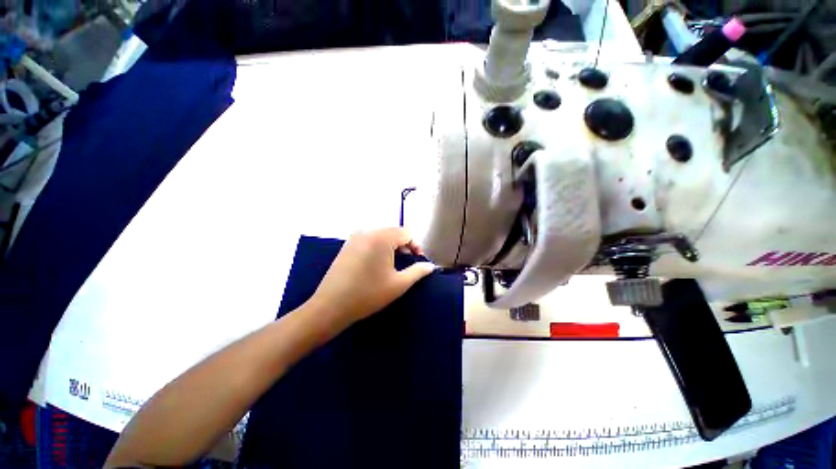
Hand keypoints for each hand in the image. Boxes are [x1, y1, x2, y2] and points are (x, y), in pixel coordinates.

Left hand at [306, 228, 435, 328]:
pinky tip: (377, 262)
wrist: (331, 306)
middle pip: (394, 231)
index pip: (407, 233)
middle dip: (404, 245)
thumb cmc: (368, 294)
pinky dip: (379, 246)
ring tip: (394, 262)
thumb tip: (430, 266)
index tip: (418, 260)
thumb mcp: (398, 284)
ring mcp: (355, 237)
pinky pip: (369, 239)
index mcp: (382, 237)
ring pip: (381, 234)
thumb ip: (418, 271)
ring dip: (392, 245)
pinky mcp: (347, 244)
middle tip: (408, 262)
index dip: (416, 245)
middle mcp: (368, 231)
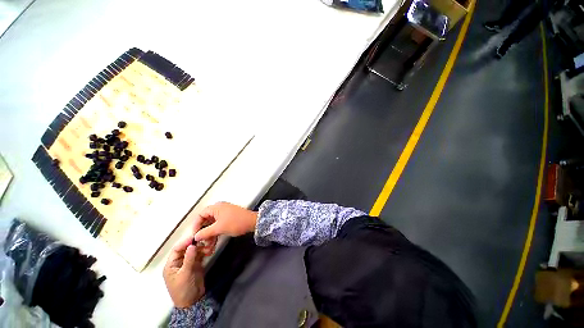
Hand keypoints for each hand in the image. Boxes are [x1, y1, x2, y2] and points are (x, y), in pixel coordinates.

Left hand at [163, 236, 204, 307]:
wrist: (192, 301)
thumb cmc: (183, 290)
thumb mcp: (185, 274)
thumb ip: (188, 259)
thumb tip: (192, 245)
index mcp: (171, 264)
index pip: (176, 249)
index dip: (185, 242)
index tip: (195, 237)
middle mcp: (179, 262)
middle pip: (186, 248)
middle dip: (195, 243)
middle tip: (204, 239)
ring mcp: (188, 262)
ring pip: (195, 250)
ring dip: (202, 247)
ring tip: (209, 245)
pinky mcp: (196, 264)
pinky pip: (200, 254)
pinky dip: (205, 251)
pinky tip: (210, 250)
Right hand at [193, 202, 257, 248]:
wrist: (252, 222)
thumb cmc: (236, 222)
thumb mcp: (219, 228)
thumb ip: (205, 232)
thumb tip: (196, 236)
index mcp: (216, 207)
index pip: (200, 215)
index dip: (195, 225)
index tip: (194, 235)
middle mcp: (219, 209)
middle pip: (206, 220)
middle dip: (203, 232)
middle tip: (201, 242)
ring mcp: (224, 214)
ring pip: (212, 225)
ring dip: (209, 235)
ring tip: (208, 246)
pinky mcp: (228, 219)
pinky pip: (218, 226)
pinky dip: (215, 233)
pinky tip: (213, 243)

• EXERCISE DESCRIPTION: Would you transcribe the whole listing above exactly? The pictures should not be included.

• RESPONSE TO THIS TASK:
Hand keypoints for each hand in the image. Boxes are [x1, y1, x2, y2] and points are (x, y), in pixel coordinates.

Left hand at [306, 228, 435, 328]:
pinky tip: (377, 262)
wrist: (331, 306)
middle pip: (394, 231)
index pip: (407, 233)
middle dip: (404, 245)
thumb cmc: (368, 294)
pinky dip: (379, 246)
ring tip: (394, 262)
thumb tip: (430, 266)
index tip: (418, 260)
thumb mcp: (398, 284)
ring mcp: (355, 237)
pinky pip: (369, 239)
index mcp: (382, 237)
ring pip: (381, 234)
thumb ip: (418, 271)
ring dip: (392, 245)
pinky mcp: (347, 244)
middle tip: (408, 262)
index dip: (416, 245)
middle mcp: (368, 231)
Hand keypoints for each hand in the image. Boxes are [x1, y1, x2, y2] and points are (x, y), in pixel coordinates.

Left hand at [163, 236, 204, 307]:
wrist: (192, 301)
thumb cmc: (183, 290)
thumb mcp: (185, 274)
thumb ip: (188, 259)
thumb tip: (192, 245)
index mcp: (171, 264)
index pip: (176, 249)
index dip: (185, 242)
index tip: (195, 237)
middle mcp: (179, 262)
middle pip: (186, 248)
middle dip: (195, 243)
middle tip: (204, 239)
ring mcp: (188, 262)
ring pip: (195, 250)
ring dip: (202, 247)
ring tip: (209, 245)
pinky mcp: (196, 264)
pinky pip: (200, 254)
pinky dip: (205, 251)
pinky tip: (210, 250)
Right hand at [193, 202, 257, 248]:
wrist: (252, 222)
thumb cmc: (236, 222)
thumb mcp: (219, 228)
thumb ip: (205, 232)
thumb tip: (196, 236)
index mcp: (216, 207)
index pip: (200, 215)
index dip: (195, 225)
index tip: (194, 235)
middle mcp: (219, 209)
middle pip: (206, 220)
middle dip: (203, 232)
middle tip: (201, 242)
ring mcp: (224, 214)
ring pip: (212, 225)
ring dip: (209, 235)
ring tip: (208, 246)
pinky mcp: (228, 219)
pinky pip: (218, 226)
pinky dip: (215, 233)
pinky tip: (213, 243)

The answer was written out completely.